From 11 a.m. various units of the Air Force will participate in the exhibition, which includes a simulation by rescue services, four F-18's of 46th Wing, a P-3 Orión from the base at Morón de la Frontera (Seville), the air force parachute team and the Patrulla Águila whose base is at San Javier (Murcia). With 21 seasons, 13 missions and 420 exhibitions (110 over foreign soil) behind them, the Águila is the Spanish equivalent of the RAF aerobatics team, the Red Arrows.
Meanwhile, 25,000 spectators are expected to congregate on the beach of Las Canteras in Gran Canaria, where a similar lineup of 20 aircraft and a team of 120, provides the show in honour of the island's capital, Las Palmas' 528th birthday.
Diario de Avisos story, is really only about Binter apologizing to passengers about delays and redirecting flights to the south. The information about the Air Show - finally something really grand and of interest to just about any age and nationality - is merely mentioned casually at the end. I don't get it!
This is the first news I have read about the air show - too late to get there from this side of the island (which I would have liked to have done), let alone plan to come from abroad - which is not at all unusual here, but is disgraceful when you think that these islands thrive on tourism. Admittedly, I don't watch much TV, where it may have been mentioned, but then, seeing that will be in Spanish, neither will visitors either. Otherwise, if the air show has been announced previously in the press, I'm guessing it was in small print in an inside page.

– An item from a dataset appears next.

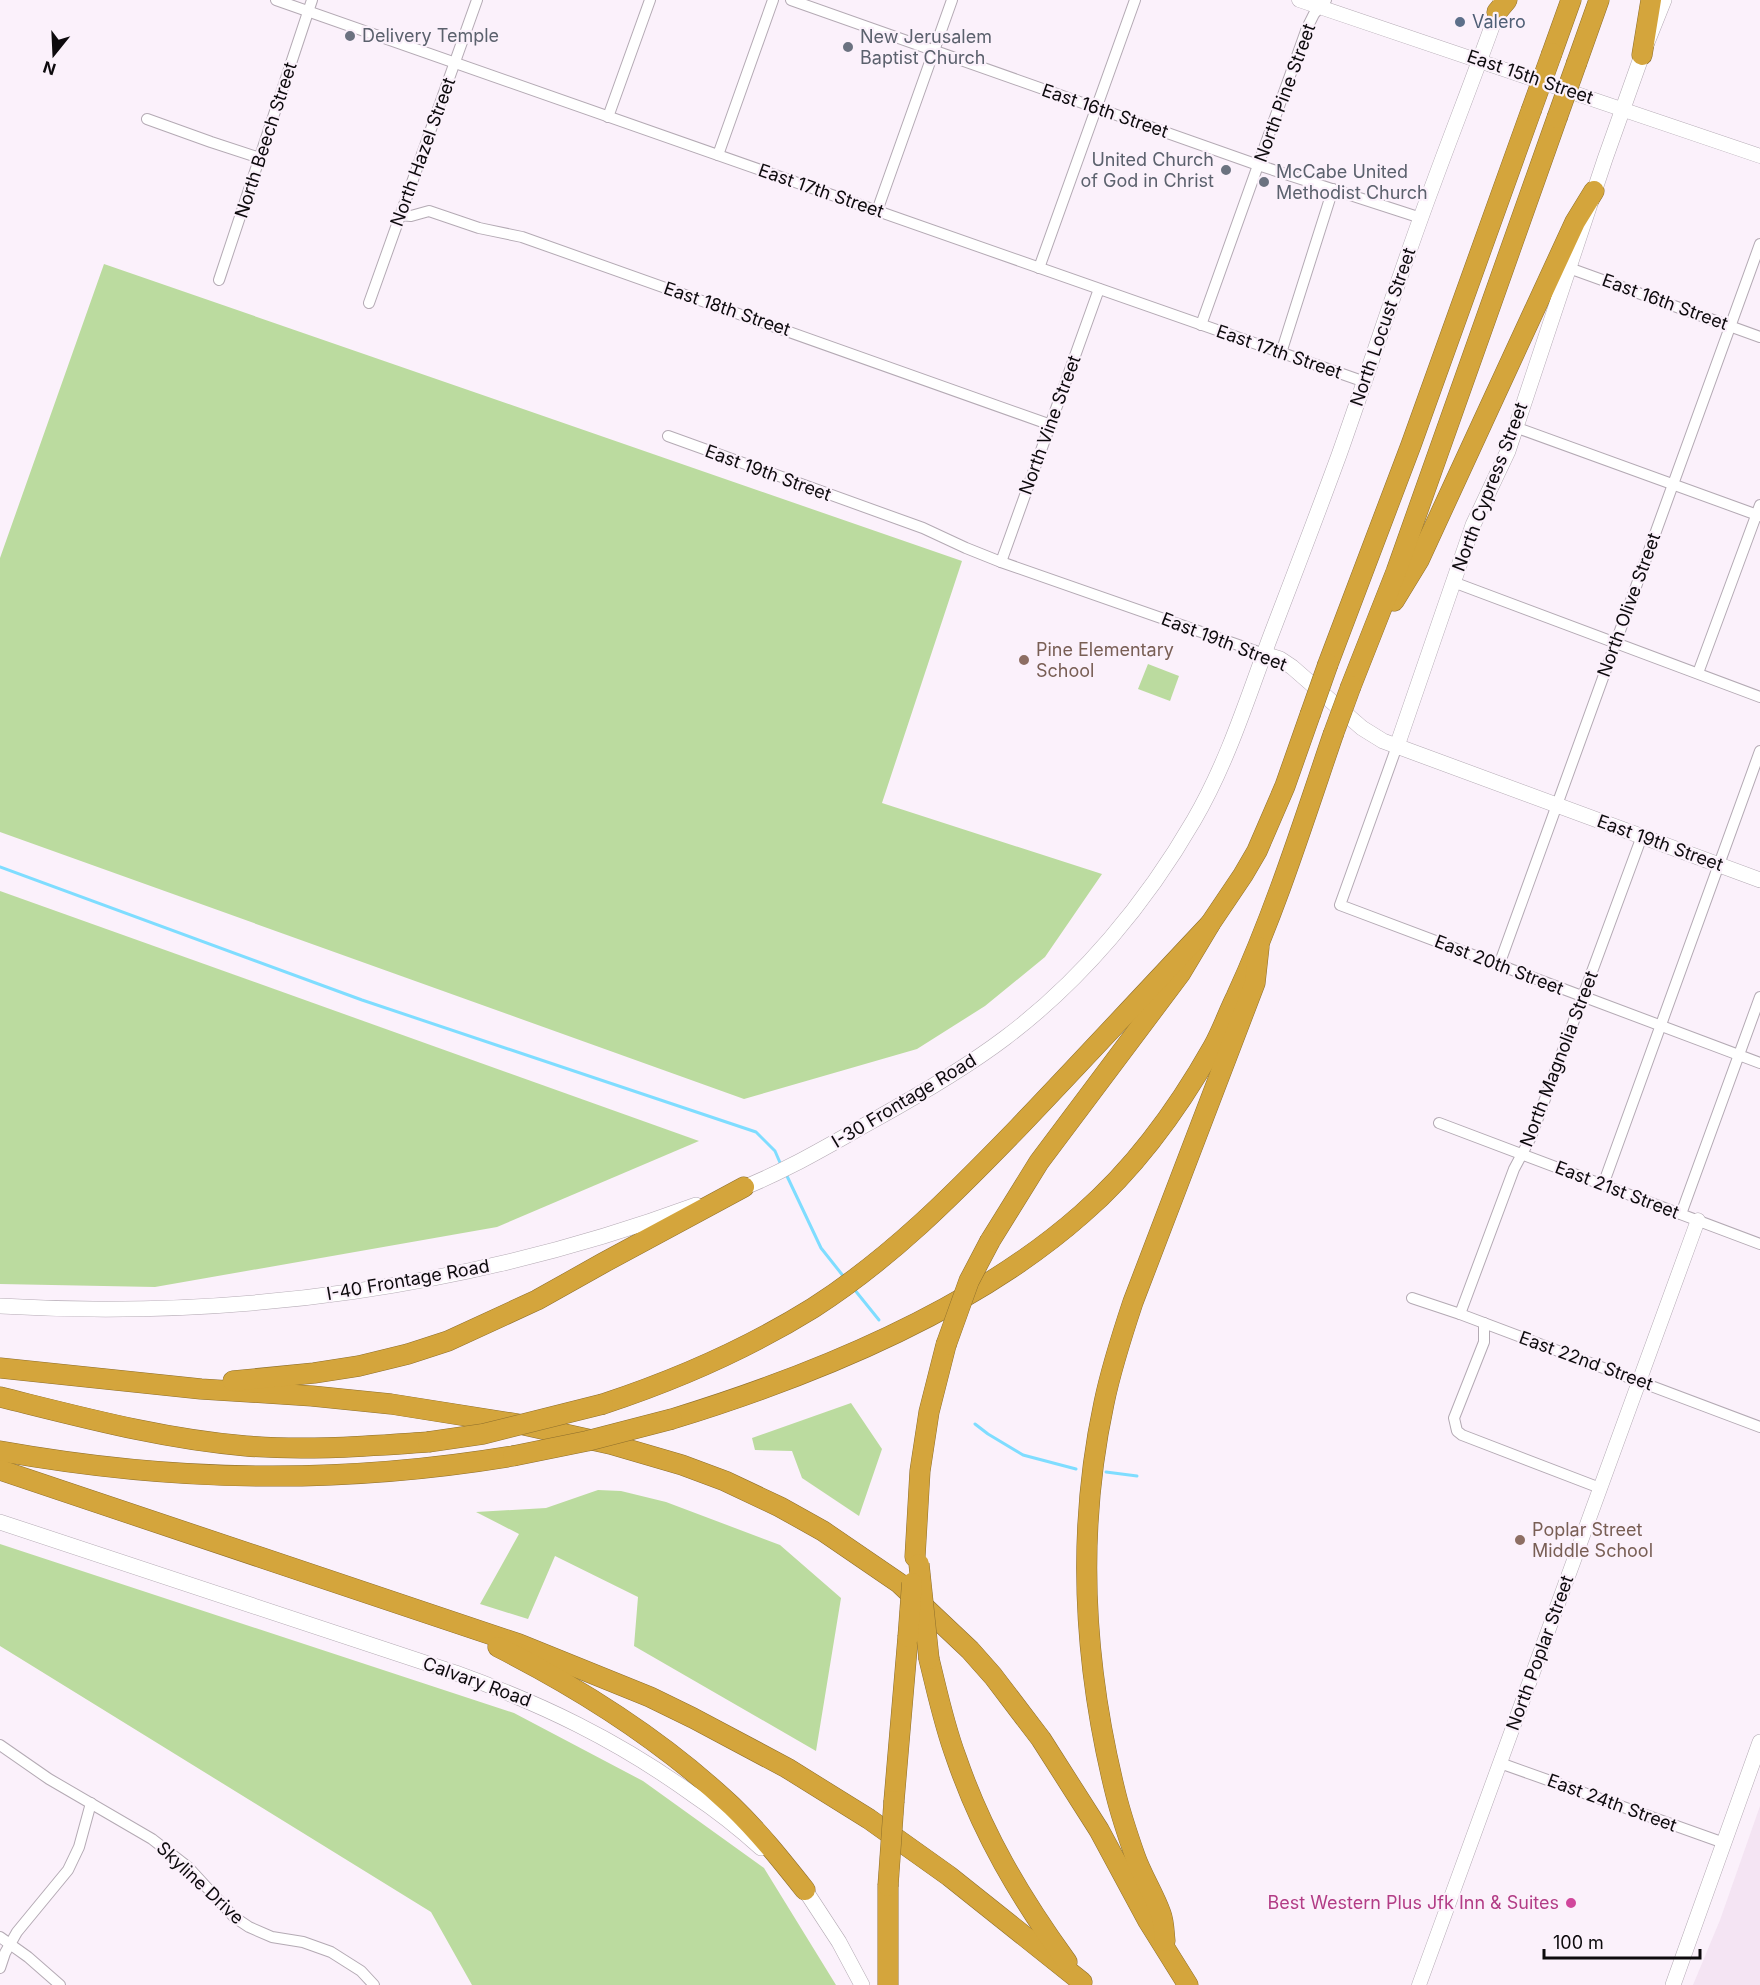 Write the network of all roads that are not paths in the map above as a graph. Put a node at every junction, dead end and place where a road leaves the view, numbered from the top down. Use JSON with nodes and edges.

You might wonder why I called this site "Secret Tenerife". Partly because there are areas of the island that the average visitor does not normally find and I live in one of them, of course. The other is precisely this: that there is almost never any widespread advance warning of events, which do render them virtually secret.
Ah well, we'll just keep our eyes out for the Second Canary Islands Air Show.
El I Festival Aéreo en el puerto obliga a cerrar hoy durante dos horas Los Rodeos
25.000 personas presencian el festival de destreza acrobática del Ejército
NOTE: Because my late father served in the Royal Air Force, during WWII, I was previously secretary of the Tenerife branch of the Royal British Legion and whose website I still maintain. Fortunately, I have already seen both the Patrulla Águila and the Red Arrows perform (and met the pilots :) at air shows in the south of England. But I am particularly sorry to have missed this one today and highly recommend these events for a spectacular day out!
2 Comments:
Pamela wrote (on June 25, 2006)
Thanks for this information and for your comments. Yes, it could be possible that the Santa Cruz show was tagged on at the last moment. It is really easy to imagine the town hall just saying, casually, to the Air Force, "Oh, while you are in the area, how about flying over ..." I do hope they tell us in better time before the next one occurs.












Are you a Tenerife resident or visitor?
The air show at Gran Canaria may be unrelated to the one at Tenerife :?, because it was offered as part of Las Palmas' foundational celebrations. And it's not the first one; I recall this very same air show happening at least once in the past few years.
I don't like to think bad of my chicharrero neighbours, but it seems as if the air show at Tenerife was organized in a bit of a rush.